The scope is optional and identifies what part of the codebase changed. Keep it short - a module name, layer, or feature area works well.

feat(auth): ...
fix(api): ...
chore(deps): ...
docs(readme): ...

Breaking changes

Signal a breaking change with ! after the type, and explain it in the footer:

feat(config)!: replace JSON config with TOML

JSON config files are no longer supported.

BREAKING CHANGE: rename config.json to config.toml before upgrading.

Examples: good commits

Simple bug fix

fix(api): handle null response from payment gateway

Short, specific, imperative. You know exactly what it does and where.

Feature with scope and body

feat(auth): add JWT refresh token support

Automatically refresh tokens 5 minutes before expiry using a
background timer. Prevents unexpected session termination during
long-running operations.

Dependency update

chore(deps): bump typescript from 5.3 to 5.4

Documentation

docs: document rate limiting behaviour in API reference

Breaking change

feat(config)!: replace JSON config with TOML

JSON config files are no longer supported. Migrate your
config.json to config.toml before upgrading.

BREAKING CHANGE: config format changed from JSON to TOML

Examples: bad commits

Too vague

❌ fix
❌ update
❌ changes
❌ fixed stuff
❌ wip

These tell you nothing. Six months later you’ll have no idea what was changed or why.

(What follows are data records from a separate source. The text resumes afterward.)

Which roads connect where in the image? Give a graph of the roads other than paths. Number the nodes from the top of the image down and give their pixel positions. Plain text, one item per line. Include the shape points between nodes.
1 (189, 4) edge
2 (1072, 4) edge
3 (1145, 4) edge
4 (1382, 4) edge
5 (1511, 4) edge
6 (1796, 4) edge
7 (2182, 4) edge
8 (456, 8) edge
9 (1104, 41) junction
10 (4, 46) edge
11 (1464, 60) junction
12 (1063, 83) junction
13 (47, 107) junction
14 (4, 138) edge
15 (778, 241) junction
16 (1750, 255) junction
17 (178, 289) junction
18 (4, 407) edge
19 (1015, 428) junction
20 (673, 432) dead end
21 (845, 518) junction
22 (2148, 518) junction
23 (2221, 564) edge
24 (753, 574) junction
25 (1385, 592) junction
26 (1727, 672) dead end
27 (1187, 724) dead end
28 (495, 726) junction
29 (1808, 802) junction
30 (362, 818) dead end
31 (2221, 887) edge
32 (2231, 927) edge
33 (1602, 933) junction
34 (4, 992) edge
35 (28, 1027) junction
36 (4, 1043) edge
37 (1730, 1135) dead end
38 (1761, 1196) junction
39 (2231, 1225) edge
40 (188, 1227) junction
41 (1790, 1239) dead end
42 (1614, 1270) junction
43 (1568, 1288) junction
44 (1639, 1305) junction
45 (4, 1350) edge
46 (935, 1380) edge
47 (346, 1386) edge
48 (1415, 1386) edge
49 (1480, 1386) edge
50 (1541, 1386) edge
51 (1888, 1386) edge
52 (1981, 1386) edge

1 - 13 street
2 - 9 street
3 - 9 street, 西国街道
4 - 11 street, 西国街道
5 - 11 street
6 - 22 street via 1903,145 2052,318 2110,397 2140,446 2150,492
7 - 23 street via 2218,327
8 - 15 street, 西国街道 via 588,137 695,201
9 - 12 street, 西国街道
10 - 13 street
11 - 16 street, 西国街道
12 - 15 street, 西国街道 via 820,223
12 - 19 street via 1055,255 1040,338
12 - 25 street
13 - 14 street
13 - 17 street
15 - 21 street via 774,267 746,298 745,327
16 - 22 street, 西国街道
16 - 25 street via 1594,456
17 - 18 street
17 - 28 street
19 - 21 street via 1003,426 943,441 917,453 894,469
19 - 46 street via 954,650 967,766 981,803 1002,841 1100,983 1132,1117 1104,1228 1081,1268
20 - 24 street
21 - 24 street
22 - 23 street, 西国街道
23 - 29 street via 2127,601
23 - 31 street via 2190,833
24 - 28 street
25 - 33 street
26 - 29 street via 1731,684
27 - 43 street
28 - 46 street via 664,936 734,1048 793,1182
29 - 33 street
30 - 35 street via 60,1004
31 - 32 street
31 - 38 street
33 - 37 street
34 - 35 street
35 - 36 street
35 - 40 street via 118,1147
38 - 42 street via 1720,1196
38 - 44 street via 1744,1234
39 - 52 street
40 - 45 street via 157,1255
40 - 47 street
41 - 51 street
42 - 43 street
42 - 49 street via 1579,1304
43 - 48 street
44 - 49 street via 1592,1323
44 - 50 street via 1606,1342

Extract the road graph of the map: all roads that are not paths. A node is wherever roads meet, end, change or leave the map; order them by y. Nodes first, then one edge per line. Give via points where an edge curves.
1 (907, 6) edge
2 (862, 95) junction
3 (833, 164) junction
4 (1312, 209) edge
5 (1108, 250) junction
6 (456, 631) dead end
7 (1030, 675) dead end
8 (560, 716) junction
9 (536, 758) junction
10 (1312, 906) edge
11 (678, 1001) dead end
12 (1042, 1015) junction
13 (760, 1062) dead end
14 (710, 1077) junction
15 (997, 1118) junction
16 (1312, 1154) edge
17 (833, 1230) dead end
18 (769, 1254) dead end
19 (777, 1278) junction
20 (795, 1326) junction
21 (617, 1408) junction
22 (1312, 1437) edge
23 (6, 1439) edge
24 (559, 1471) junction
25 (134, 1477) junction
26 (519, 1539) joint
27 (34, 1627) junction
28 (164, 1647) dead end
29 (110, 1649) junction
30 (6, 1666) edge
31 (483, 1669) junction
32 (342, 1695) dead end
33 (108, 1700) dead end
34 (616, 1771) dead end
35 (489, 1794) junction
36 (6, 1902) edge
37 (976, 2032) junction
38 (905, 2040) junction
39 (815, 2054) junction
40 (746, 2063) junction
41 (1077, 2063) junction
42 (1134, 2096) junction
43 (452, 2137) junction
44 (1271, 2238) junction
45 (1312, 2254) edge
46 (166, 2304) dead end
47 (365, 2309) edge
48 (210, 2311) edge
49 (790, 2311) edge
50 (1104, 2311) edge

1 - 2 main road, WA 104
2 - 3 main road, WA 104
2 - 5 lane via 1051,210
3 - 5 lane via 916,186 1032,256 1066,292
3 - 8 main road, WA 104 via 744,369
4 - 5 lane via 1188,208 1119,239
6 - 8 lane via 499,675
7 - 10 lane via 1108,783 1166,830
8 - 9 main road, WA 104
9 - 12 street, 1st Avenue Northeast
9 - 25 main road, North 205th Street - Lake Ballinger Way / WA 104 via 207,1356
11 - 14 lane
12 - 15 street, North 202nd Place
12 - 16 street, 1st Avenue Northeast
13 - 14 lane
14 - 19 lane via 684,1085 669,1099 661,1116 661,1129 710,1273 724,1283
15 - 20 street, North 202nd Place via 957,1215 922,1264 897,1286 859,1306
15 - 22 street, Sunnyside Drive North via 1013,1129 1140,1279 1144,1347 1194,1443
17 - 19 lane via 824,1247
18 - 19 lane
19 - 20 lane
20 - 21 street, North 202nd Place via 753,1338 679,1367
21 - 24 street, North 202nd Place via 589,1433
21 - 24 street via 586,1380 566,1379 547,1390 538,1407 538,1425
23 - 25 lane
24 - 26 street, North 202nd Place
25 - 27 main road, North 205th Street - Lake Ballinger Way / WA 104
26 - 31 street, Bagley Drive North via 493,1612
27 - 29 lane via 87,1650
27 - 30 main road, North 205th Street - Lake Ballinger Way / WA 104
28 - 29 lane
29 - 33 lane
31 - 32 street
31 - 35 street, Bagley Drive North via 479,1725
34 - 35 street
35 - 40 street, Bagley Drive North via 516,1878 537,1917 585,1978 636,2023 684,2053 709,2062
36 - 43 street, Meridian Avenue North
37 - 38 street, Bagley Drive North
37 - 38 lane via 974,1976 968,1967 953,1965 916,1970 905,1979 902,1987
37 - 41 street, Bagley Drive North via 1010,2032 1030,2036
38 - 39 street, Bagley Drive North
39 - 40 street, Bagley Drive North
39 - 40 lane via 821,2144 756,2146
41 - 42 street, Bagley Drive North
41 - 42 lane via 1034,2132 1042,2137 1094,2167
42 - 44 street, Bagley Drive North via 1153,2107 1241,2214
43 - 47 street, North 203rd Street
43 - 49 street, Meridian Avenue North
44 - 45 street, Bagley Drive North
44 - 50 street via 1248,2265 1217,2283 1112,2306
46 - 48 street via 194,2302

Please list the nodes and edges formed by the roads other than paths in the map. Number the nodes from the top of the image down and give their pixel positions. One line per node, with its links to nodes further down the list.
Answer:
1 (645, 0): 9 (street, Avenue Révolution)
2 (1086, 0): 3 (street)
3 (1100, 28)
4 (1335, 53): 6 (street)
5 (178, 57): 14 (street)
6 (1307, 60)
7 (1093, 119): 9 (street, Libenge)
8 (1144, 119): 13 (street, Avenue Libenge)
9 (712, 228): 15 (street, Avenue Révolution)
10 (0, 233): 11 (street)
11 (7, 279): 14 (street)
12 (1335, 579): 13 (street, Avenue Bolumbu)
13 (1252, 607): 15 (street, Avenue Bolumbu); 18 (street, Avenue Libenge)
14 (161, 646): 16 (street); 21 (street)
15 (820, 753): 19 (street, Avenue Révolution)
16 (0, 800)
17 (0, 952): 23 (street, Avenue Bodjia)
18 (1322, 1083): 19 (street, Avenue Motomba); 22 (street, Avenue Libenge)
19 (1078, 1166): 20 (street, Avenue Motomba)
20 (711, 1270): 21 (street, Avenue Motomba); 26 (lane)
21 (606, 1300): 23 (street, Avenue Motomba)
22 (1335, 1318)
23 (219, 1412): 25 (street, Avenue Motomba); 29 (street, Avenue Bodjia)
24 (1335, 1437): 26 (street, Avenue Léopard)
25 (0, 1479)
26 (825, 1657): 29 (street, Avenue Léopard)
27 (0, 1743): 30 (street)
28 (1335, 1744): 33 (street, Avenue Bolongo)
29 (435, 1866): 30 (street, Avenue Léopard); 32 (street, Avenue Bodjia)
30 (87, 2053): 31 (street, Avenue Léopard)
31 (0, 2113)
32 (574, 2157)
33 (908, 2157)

Referencing a file instead of a change

❌ update main.js
❌ fix index.html
❌ edit config

The diff already shows what file changed. The commit message should explain what changed and why.

Past tense

❌ fixed the login bug
❌ added pagination
❌ removed unused imports

Use imperative: fix the login bug, add pagination, remove unused imports.

Trailing period

❌ fix: handle null user in login response.

No blank line before body

❌ feat: add dark mode
Users can now toggle dark mode in settings.

Setting up commitlint

If you want to enforce commit conventions automatically in your repo, commitlint is the standard tool. Pair it with husky to run it as a git hook:

npm install --save-dev @commitlint/cli @commitlint/config-conventional husky
// commitlint.config.js
export default { extends: ['@commitlint/config-conventional'] };
# Add the commit-msg hook
npx husky add .husky/commit-msg 'npx --no -- commitlint --edit $1'

Now every commit is checked against the Conventional Commits spec before it lands in your history.